Of course Apple does not care about unlockers. The more phones that get sold the better. AT&T (in the U.S.) cares about unlockers. Apple only locks iPhones because their contract with AT&T requires them to. There are other parts of the world where iPhones are sold that are unlocked. Apple does not care.

quote:
It also allows tethering -- a feature currently banned by Apple and AT&T


Wrong. Seems like there are so many things wrong with this article. Apple fully supports tethering. It is built into the software of the iPhone. The problem (in the U.S.) is that AT&T does not support tethering. Period. It's an AT&T issue, not an Apple or iPhone issue.




RE: Errors abound
By InternetGeek on 11/3/2009 4:39:24 PM , Rating: 2
Apologist. Apple's behavior is always aimed at control. They getting together with ATT is because those two are like siamese twins.


RE: Errors abound
By talozin on 11/3/2009 7:16:55 PM , Rating: 5
Of course Apple does not care about unlockers.

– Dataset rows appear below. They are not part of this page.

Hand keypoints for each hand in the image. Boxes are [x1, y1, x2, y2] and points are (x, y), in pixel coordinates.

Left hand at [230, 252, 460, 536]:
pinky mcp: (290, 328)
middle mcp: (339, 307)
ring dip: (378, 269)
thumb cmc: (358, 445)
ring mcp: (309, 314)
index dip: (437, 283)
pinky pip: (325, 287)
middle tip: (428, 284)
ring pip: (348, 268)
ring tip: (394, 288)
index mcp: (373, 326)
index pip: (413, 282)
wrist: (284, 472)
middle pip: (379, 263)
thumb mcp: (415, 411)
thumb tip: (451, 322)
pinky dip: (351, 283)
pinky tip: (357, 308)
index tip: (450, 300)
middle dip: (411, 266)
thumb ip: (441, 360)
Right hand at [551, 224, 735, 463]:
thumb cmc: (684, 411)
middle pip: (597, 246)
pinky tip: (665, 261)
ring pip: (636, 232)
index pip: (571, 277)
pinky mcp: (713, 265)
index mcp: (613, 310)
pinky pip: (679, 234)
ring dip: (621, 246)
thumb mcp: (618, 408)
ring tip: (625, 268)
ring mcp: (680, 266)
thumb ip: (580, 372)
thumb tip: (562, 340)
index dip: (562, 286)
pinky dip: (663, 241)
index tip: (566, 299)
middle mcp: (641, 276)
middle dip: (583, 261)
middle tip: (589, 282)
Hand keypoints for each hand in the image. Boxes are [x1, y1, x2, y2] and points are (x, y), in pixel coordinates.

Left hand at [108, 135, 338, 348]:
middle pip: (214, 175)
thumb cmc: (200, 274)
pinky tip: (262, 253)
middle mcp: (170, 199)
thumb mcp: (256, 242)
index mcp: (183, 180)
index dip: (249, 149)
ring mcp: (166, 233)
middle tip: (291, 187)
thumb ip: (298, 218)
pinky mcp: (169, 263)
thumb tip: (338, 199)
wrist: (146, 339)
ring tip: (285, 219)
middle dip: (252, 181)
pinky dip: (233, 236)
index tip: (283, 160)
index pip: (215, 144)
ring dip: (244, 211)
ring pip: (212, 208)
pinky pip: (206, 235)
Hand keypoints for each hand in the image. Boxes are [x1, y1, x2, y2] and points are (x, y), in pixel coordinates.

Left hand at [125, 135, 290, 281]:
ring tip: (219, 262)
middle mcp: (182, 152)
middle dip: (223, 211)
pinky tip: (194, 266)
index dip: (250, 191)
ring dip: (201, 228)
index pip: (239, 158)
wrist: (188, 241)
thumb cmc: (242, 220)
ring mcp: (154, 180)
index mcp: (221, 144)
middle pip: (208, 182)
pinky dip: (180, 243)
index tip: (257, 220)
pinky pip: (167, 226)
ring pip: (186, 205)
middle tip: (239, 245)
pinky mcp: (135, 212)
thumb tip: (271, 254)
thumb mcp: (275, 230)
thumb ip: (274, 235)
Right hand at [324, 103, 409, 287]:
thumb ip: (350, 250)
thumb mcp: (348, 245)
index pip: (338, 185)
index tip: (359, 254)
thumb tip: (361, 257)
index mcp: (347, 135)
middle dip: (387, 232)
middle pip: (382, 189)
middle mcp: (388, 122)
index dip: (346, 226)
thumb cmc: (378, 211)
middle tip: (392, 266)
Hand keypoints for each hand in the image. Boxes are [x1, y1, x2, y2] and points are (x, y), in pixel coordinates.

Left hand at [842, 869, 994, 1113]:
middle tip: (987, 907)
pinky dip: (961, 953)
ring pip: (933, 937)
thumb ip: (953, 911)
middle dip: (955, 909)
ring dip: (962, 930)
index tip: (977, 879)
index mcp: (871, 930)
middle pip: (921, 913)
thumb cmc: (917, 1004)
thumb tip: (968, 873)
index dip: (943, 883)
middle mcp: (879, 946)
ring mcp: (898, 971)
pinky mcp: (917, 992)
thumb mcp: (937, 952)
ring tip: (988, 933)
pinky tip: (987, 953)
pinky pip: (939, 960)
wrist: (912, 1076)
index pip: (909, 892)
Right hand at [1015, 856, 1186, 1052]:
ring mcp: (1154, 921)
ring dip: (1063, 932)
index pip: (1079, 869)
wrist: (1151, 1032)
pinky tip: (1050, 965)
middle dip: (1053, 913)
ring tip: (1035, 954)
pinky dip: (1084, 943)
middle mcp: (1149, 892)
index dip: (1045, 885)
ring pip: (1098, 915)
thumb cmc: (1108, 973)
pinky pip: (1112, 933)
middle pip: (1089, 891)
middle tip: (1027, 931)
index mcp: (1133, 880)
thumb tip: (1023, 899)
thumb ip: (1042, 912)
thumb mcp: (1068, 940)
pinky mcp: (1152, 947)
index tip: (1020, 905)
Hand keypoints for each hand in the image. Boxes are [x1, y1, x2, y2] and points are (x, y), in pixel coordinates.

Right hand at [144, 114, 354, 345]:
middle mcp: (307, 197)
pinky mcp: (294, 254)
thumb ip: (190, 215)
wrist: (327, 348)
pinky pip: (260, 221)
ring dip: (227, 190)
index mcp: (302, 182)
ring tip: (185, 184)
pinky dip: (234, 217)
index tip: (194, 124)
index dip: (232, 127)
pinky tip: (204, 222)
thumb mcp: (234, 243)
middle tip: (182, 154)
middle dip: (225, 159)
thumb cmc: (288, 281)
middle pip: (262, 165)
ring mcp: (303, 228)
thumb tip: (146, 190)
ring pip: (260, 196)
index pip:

I think that's wrong; Apple does very much care about unlockers, because they believe that the "Apple experience" is a big part of what they're selling. They want to control that experience, because they think they know what users want.

At the same time, I doubt Apple is crying bitter tears about that fact that someone has figured out how to do something that 1% of their iPhone customer base is ever going to bother doing. If I were a conspiracy theoriest, I'd think this was all part of the plan:

STEVE. Good afternoon, Phil. Thanks for coming by. We have a problem.

PHIL. Uh oh. What's the problem?

STEVE. iPhone sales are down this month. You know what that means.

PHIL. Time to release another update?

STEVE. That's right. Make it a little harder to get them unlocked this time, why don't you? The more hackers we can sell extra hardware to, the better.

PHIL. Will do. Hey, when are we going to start leaning on AT&T to enable tethering?

(STEVE and PHIL both laugh hysterically.)


RE: Errors abound
By JasonMick (blog) on 11/3/2009 7:35:39 PM , Rating: 5
quote:
STEVE. iPhone sales are down this month. You know what that means.

PHIL. Time to release another update?

STEVE. That's right. Make it a little harder to get them unlocked this time, why don't you? The more hackers we can sell extra hardware to, the better.

<ackbar>It's a trap!</ackbar>


RE: Errors abound
By MrWho on 11/4/2009 5:25:36 AM , Rating: 2
6! \o/


RE: Errors abound
By frobizzle on 11/4/2009 9:46:02 AM , Rating: 2
I think Apple likes this cat and mouse game with the unlockers. It is free advertising for them and gets their name in the news.